Appearing on First We Feast’s ever-popular series Hot Ones, in which guests are challenged to eat progressively hotter chicken wings while being interviewed, Stan opened up about his love of astronomy. From a young age, the actor has especially been fascinated by the potential colonization of Mars. After a passionate rant on the topic seemingly spurred on by the spicy wings, Stan recommend viewers see Don’t Look Up and joked “We’re all gonna die.” Read what he had to say below:
I’ve always been very fascinated by the idea that we could colonize Mars. I think I read somewhere that if you got a bunch of satellites the size of football stadiums and you put them around Mars you can melt the ice and then there would be water and then we could live there maybe and so when I was a kid I was like really obsessed with Mars and I would just always read up on Mars and that’s just one thing that comes to my mind but in case you haven’t seen Don’t Look Up, you should. We’re all gonna die. Fun fact.
Fans of Stan should be familiar with the actor’s affinity for astronomy. He even interviewed Scott Kelly while the astronaut was in the International Space Station in low orbit. Earlier on in the interview, Stan talked about his role in Ridley Scott’s 2014 sci-fi film The Martian, in which he played Dr. Chris Beck, a flight surgeon on the mission to the Red Planet. For Stan, his childhood love of astronomy and the planet Mars certainly runs deep.

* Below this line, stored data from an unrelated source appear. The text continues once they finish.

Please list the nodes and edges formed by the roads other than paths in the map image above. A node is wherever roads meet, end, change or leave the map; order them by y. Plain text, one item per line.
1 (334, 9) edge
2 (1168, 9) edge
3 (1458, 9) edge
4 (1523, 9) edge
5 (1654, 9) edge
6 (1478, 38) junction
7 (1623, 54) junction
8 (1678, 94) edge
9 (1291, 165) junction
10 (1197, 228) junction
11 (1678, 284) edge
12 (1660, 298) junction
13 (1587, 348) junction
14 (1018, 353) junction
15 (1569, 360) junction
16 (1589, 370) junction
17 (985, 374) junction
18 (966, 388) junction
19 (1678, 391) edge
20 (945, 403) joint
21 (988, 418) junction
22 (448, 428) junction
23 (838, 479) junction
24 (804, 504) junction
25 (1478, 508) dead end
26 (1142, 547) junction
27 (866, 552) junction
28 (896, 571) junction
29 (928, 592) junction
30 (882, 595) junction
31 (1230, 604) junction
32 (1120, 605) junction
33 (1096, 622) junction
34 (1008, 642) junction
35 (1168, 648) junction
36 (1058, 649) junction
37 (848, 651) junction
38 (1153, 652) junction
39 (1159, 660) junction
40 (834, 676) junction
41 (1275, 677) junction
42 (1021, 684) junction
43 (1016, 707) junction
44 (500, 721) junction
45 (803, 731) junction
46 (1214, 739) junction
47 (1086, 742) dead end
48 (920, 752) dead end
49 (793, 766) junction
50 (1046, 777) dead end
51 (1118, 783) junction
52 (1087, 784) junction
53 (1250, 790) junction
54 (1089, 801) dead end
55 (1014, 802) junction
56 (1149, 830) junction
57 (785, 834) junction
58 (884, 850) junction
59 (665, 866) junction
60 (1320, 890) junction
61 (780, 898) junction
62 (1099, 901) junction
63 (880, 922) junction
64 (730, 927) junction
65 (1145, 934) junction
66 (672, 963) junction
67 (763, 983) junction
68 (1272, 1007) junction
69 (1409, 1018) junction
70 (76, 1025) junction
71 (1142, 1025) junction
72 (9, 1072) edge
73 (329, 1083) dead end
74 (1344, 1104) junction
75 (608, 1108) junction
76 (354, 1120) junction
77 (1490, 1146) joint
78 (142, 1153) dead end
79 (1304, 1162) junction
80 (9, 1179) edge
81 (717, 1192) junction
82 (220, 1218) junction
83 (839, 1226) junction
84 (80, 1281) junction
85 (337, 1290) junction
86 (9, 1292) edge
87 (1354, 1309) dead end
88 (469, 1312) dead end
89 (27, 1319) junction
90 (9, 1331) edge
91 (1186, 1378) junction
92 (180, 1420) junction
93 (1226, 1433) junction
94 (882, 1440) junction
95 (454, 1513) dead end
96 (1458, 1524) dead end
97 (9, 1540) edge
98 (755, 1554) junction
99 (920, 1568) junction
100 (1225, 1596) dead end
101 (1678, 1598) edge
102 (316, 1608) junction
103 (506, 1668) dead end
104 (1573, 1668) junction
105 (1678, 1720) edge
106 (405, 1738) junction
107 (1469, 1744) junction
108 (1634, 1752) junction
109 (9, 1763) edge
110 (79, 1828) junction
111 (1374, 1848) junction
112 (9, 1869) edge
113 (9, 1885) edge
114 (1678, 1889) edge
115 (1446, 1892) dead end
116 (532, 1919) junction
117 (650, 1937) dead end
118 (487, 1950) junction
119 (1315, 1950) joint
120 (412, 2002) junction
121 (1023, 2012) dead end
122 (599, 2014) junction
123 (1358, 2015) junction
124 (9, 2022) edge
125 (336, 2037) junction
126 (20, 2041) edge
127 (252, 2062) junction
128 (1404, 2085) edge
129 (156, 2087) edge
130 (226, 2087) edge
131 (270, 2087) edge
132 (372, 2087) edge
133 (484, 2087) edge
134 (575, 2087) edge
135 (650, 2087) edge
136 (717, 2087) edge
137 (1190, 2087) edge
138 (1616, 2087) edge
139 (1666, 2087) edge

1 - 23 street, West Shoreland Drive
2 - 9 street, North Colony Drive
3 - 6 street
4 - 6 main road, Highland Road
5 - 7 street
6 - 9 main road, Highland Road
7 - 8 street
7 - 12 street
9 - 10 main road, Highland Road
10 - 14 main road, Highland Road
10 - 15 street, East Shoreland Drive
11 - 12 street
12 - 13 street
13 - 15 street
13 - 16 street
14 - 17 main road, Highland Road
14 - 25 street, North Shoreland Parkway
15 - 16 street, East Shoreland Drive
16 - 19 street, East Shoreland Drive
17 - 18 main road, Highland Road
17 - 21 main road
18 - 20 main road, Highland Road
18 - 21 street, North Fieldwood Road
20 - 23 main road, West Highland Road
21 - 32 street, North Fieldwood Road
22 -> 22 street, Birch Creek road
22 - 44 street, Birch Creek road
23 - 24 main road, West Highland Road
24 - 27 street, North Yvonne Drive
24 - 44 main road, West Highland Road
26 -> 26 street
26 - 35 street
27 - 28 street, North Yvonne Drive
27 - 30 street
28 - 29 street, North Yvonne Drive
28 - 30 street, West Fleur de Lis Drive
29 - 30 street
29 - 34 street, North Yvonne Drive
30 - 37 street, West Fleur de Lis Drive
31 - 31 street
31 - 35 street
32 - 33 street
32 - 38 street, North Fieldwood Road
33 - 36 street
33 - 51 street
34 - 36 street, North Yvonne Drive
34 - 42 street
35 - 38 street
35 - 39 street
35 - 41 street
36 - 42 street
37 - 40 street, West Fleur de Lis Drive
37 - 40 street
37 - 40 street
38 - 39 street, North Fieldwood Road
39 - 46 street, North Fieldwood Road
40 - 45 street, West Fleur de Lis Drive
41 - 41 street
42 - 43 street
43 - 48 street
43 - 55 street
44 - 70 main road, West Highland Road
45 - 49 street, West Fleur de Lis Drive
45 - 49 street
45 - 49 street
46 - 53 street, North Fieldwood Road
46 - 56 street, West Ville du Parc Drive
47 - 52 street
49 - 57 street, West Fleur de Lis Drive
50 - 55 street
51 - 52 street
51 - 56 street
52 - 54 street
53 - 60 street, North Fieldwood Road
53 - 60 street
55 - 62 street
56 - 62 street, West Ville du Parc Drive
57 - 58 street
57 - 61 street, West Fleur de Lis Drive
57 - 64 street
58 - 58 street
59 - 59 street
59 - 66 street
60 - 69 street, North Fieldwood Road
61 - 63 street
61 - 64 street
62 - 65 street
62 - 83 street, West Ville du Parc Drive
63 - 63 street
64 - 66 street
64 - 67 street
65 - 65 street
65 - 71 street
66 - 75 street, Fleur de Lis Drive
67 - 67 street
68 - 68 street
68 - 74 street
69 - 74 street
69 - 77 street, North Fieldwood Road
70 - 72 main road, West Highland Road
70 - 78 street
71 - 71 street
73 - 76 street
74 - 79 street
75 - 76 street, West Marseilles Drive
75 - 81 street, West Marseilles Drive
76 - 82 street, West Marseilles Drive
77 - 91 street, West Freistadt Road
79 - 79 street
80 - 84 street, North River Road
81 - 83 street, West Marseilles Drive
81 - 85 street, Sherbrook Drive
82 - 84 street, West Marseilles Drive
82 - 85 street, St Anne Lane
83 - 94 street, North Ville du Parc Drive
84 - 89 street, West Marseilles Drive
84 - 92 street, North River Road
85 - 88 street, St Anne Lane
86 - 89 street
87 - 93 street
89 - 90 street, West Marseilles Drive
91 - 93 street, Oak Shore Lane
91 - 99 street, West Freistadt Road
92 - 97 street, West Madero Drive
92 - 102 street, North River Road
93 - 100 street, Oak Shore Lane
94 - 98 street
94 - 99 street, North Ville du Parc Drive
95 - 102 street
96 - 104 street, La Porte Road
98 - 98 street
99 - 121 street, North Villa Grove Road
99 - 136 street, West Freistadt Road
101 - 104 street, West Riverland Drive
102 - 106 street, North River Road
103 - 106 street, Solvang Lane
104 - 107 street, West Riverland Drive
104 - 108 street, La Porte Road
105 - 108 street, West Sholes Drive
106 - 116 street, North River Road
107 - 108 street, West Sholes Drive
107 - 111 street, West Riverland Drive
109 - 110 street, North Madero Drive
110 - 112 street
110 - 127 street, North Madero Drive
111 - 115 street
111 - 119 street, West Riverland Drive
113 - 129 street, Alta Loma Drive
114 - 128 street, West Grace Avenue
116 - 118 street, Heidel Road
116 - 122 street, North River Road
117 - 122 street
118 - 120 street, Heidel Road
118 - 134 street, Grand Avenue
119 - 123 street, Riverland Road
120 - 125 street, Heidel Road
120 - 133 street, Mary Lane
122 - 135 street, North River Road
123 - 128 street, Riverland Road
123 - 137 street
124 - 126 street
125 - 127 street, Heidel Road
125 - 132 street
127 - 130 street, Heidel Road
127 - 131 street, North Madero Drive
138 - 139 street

Before the comet makes impact in Don’t Look Up, Earth’s elite board a sleeper spaceship designed to locate another habitable planet. During the mid-credits scene, President Orlean (Meryl Streep) and billionaire tech mogul Peter Isherwell (Mark Rylance) arrive years later not on Mars, but an unknown alien planet, but Stan’s point still resonates. Don’t Look Up‘s comet is meant to be an allegory for climate change and a satire of the world’s indifference to the climate crisis. If drastic action isn’t taken soon, Stan’s idea for colonizing Mars might not seem so far-fetched.